**TASK ITEM:** Report each line of the data below in which "image" appears.

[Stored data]
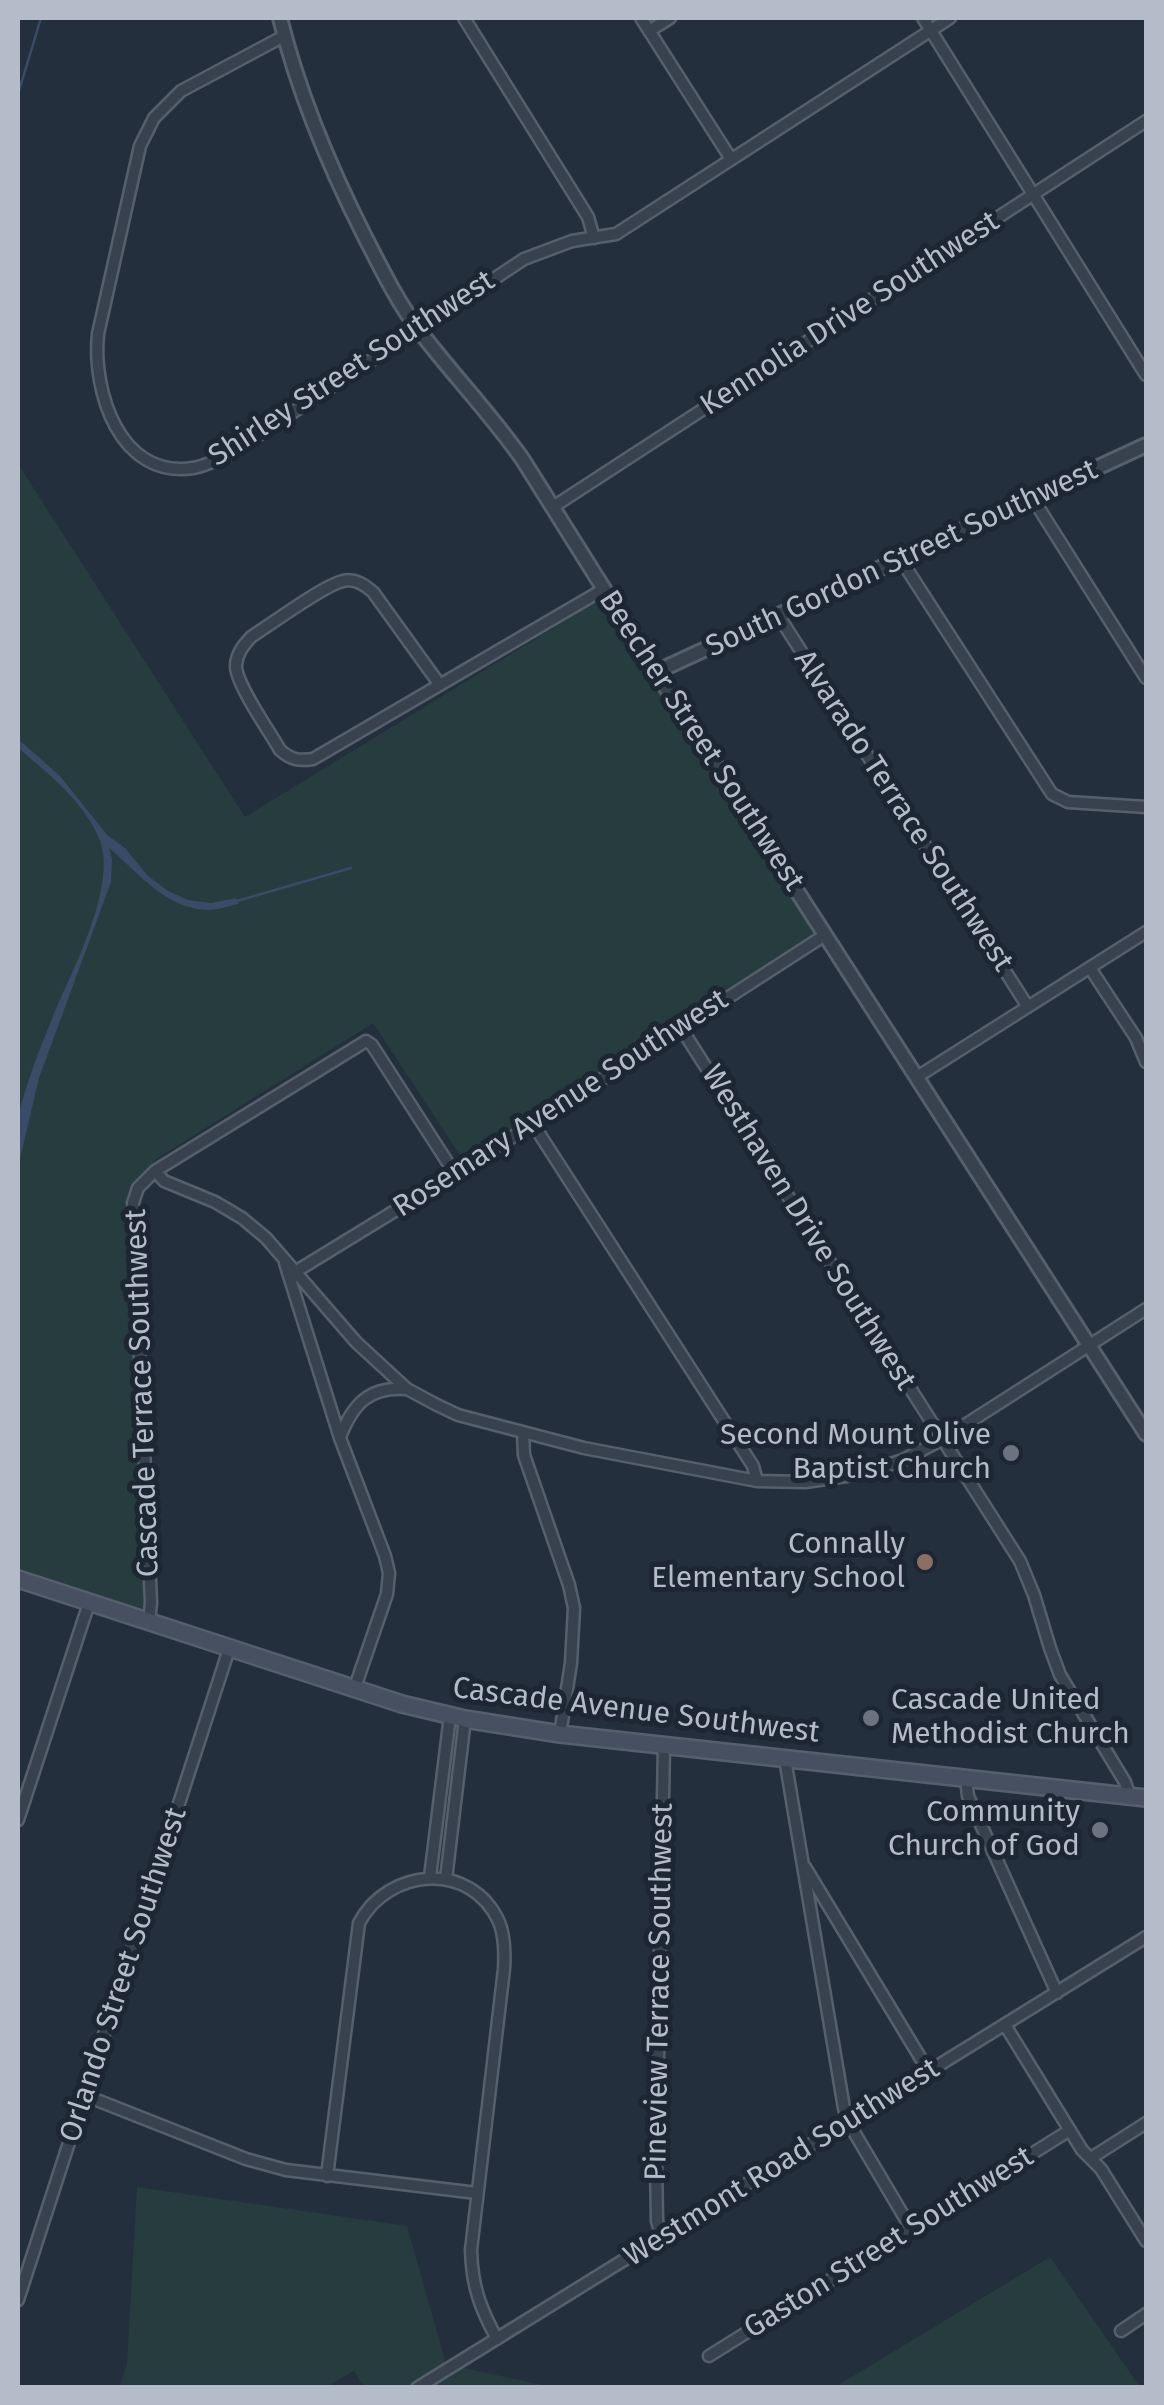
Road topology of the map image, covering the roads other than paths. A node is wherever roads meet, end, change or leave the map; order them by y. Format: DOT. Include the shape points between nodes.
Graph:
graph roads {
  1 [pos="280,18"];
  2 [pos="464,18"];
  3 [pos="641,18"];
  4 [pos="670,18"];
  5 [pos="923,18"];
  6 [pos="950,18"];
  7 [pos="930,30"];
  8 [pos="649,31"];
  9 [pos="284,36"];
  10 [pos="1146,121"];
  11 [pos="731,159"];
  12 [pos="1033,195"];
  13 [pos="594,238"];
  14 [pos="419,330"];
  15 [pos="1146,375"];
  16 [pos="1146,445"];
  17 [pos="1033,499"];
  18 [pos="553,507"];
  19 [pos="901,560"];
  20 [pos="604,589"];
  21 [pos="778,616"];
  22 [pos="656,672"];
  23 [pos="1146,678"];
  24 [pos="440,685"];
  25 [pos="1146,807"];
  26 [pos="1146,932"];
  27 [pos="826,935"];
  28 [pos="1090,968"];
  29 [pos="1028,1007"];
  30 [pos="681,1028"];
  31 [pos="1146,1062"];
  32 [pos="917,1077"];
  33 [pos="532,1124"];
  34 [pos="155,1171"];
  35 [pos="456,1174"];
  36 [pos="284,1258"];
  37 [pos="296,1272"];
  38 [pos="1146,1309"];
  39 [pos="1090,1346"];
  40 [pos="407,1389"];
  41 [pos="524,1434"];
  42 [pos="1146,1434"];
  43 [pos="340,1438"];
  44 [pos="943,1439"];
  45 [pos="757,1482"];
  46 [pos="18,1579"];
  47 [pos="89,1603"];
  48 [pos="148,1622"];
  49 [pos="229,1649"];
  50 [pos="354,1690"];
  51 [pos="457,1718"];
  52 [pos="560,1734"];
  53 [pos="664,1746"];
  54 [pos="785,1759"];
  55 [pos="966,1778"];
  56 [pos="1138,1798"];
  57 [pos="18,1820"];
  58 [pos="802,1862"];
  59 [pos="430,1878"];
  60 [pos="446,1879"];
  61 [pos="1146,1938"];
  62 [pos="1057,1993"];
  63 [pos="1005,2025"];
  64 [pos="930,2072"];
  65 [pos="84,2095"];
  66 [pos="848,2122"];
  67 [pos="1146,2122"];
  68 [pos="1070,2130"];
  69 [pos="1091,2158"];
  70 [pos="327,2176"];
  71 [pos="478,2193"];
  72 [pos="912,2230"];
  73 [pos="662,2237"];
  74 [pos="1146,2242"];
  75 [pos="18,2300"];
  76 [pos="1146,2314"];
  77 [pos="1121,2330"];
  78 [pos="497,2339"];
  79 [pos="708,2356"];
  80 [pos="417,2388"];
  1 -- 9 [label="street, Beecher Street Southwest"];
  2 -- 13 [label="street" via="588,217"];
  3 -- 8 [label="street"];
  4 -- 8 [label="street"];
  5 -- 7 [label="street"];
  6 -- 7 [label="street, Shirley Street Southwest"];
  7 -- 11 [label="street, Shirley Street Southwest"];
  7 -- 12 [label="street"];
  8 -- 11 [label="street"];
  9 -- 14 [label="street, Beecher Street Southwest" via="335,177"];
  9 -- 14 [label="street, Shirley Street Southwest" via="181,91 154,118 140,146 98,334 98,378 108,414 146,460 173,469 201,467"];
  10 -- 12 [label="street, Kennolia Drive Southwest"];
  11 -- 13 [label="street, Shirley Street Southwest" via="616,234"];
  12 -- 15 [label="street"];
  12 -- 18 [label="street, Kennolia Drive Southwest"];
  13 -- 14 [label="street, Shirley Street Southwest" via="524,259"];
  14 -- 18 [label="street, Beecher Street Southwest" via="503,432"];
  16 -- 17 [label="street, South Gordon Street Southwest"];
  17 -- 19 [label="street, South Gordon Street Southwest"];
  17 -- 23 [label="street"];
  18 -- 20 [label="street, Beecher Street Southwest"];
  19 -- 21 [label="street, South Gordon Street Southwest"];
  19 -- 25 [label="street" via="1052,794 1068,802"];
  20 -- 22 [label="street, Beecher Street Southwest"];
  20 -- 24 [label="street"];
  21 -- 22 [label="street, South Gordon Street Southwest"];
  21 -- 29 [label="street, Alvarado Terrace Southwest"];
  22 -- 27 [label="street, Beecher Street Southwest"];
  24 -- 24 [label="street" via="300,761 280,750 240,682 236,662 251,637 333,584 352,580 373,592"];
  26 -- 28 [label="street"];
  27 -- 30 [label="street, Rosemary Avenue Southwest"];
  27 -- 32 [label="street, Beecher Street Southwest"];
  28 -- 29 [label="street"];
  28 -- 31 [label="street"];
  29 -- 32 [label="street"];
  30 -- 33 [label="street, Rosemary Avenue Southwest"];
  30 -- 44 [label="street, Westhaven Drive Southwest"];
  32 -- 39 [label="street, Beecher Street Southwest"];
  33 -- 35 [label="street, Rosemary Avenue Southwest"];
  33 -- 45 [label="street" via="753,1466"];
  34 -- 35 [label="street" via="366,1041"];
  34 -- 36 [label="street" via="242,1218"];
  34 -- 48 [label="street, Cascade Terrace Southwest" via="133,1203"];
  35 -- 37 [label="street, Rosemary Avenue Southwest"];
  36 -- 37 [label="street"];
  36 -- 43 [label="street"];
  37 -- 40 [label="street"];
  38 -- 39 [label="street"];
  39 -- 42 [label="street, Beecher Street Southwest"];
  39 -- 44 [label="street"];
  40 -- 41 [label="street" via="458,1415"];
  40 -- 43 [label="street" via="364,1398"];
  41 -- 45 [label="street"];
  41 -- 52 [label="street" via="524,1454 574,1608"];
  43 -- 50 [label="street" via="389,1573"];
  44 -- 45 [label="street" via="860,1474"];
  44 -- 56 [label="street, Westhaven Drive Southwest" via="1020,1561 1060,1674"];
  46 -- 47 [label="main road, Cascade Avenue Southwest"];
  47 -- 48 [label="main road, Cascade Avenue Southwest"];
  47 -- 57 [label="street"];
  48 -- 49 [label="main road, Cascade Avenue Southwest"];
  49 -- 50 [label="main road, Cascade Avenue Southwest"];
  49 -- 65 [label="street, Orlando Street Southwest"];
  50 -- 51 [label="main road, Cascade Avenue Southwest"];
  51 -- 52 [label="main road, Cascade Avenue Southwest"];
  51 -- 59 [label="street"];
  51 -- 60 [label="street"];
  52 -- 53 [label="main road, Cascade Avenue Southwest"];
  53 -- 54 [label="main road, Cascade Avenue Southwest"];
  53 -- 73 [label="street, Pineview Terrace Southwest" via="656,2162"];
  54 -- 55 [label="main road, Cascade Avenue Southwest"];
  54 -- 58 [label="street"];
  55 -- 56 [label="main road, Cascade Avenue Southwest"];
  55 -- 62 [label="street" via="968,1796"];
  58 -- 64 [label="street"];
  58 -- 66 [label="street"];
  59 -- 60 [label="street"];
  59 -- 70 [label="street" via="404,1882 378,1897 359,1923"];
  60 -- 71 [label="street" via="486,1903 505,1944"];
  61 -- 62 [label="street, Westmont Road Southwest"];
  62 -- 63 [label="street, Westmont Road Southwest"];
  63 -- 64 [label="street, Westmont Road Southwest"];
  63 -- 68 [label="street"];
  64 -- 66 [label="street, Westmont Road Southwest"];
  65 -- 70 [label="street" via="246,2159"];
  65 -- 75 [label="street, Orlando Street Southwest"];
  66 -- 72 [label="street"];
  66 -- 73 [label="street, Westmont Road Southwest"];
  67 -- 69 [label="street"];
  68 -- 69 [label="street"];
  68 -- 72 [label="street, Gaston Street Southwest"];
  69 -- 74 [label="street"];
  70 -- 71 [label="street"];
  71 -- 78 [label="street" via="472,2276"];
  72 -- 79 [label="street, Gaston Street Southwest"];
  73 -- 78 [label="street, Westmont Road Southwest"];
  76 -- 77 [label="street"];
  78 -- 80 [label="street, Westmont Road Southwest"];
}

* * *

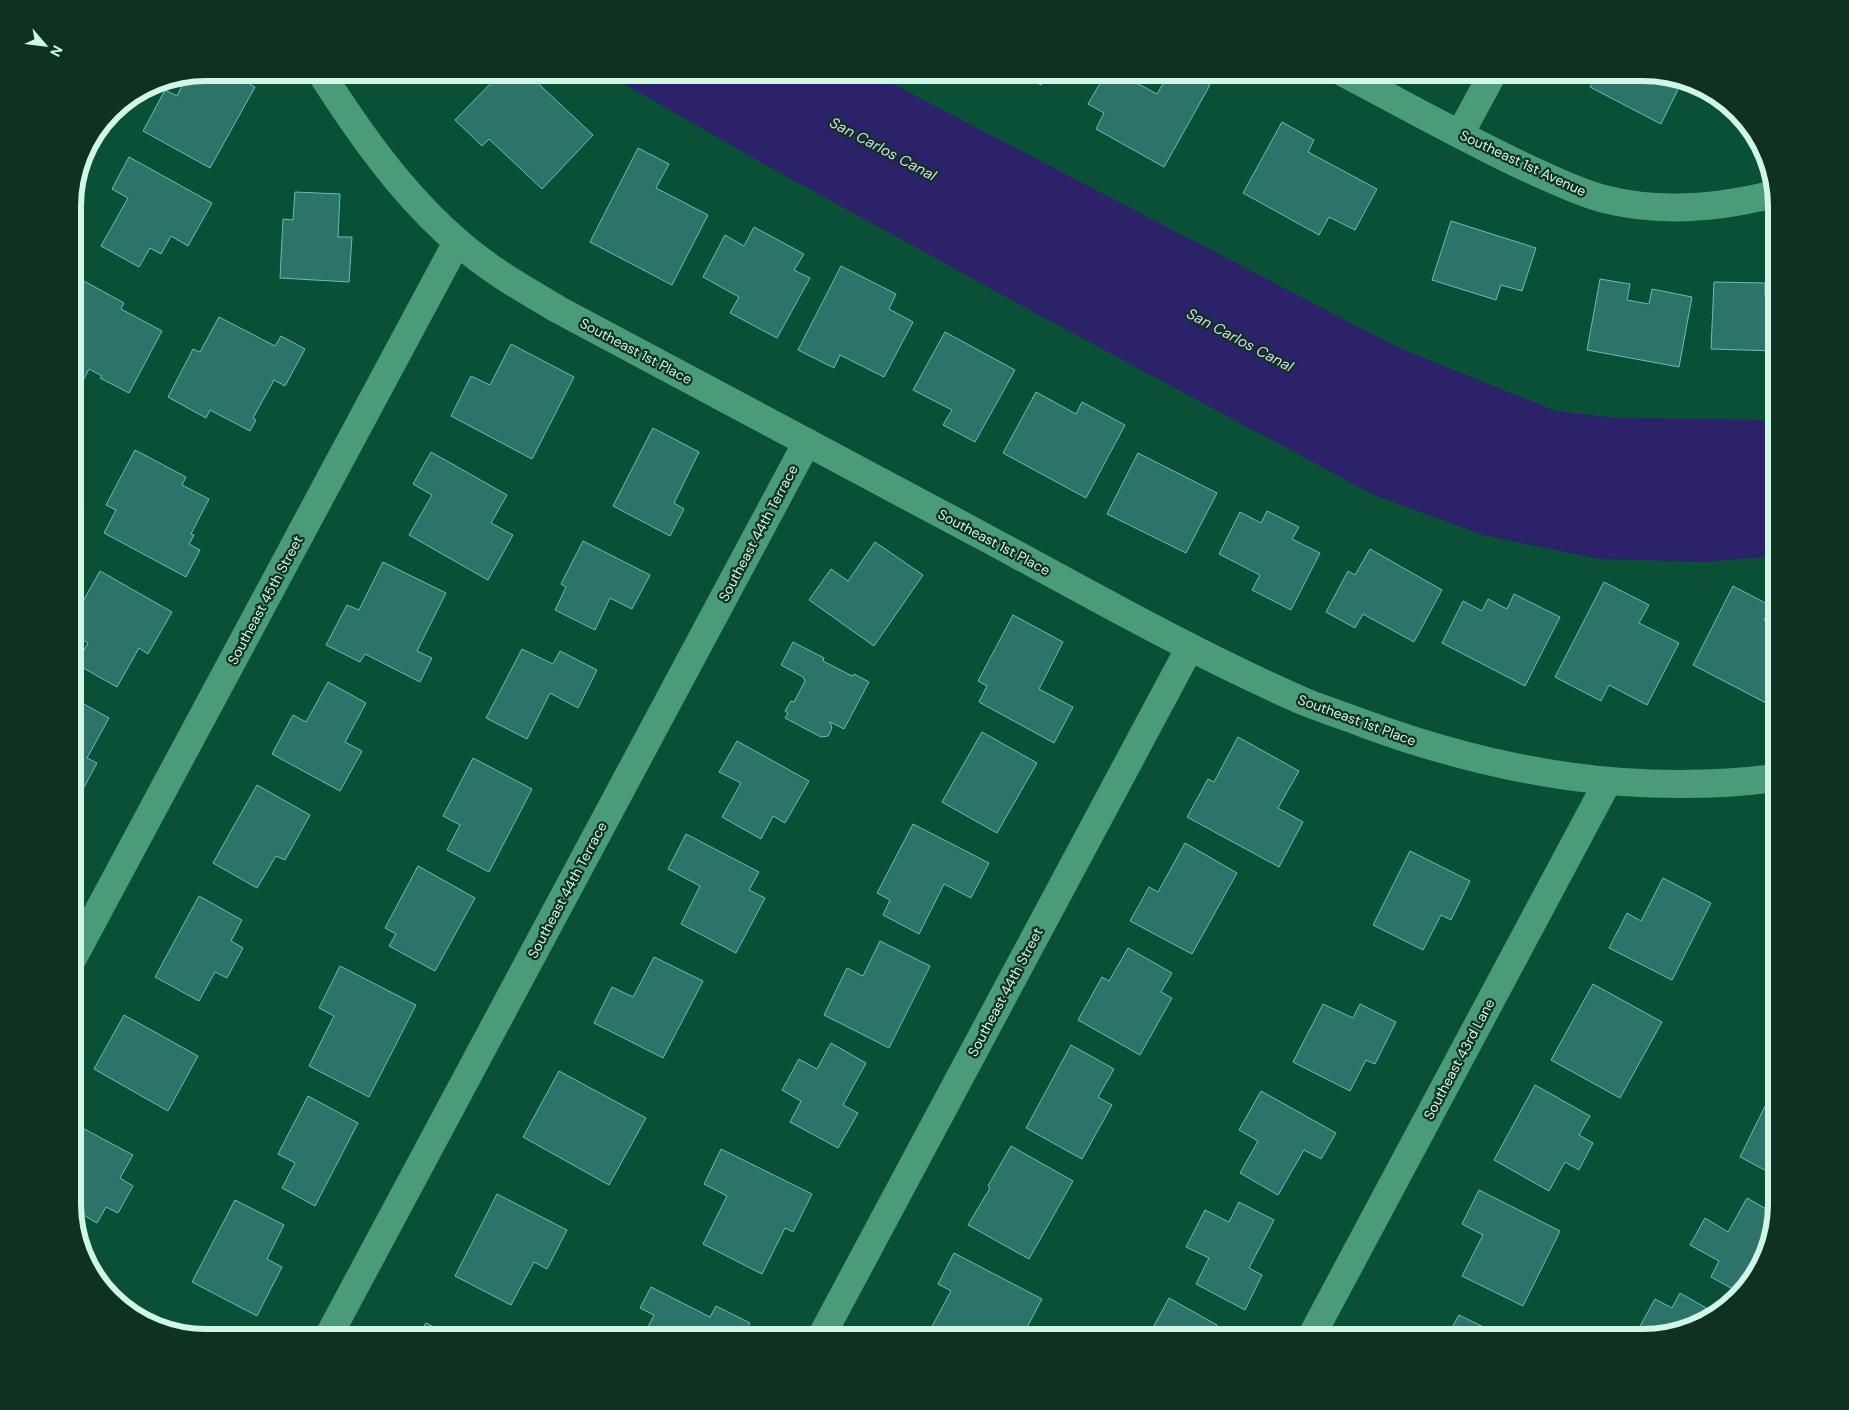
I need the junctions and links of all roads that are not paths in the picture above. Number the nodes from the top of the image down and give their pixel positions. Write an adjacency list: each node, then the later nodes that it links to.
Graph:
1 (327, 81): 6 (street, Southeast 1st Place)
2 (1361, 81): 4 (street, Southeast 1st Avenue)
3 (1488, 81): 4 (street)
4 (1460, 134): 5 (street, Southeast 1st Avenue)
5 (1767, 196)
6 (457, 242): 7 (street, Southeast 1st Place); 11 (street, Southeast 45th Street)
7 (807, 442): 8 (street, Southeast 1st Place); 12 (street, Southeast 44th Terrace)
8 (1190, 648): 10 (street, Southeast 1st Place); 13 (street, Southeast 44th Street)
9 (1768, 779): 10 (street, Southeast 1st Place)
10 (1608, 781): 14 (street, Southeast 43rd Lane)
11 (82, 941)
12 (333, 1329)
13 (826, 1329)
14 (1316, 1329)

**WRITTEN REPLY:**
Road topology of the map image, covering the roads other than paths. A node is wherever roads meet, end, change or leave the map; order them by y. Format: DOT. Include the shape points between nodes.
I need the junctions and links of all roads that are not paths in the picture above. Number the nodes from the top of the image down and give their pixel positions. Write an adjacency list: each node, then the later nodes that it links to.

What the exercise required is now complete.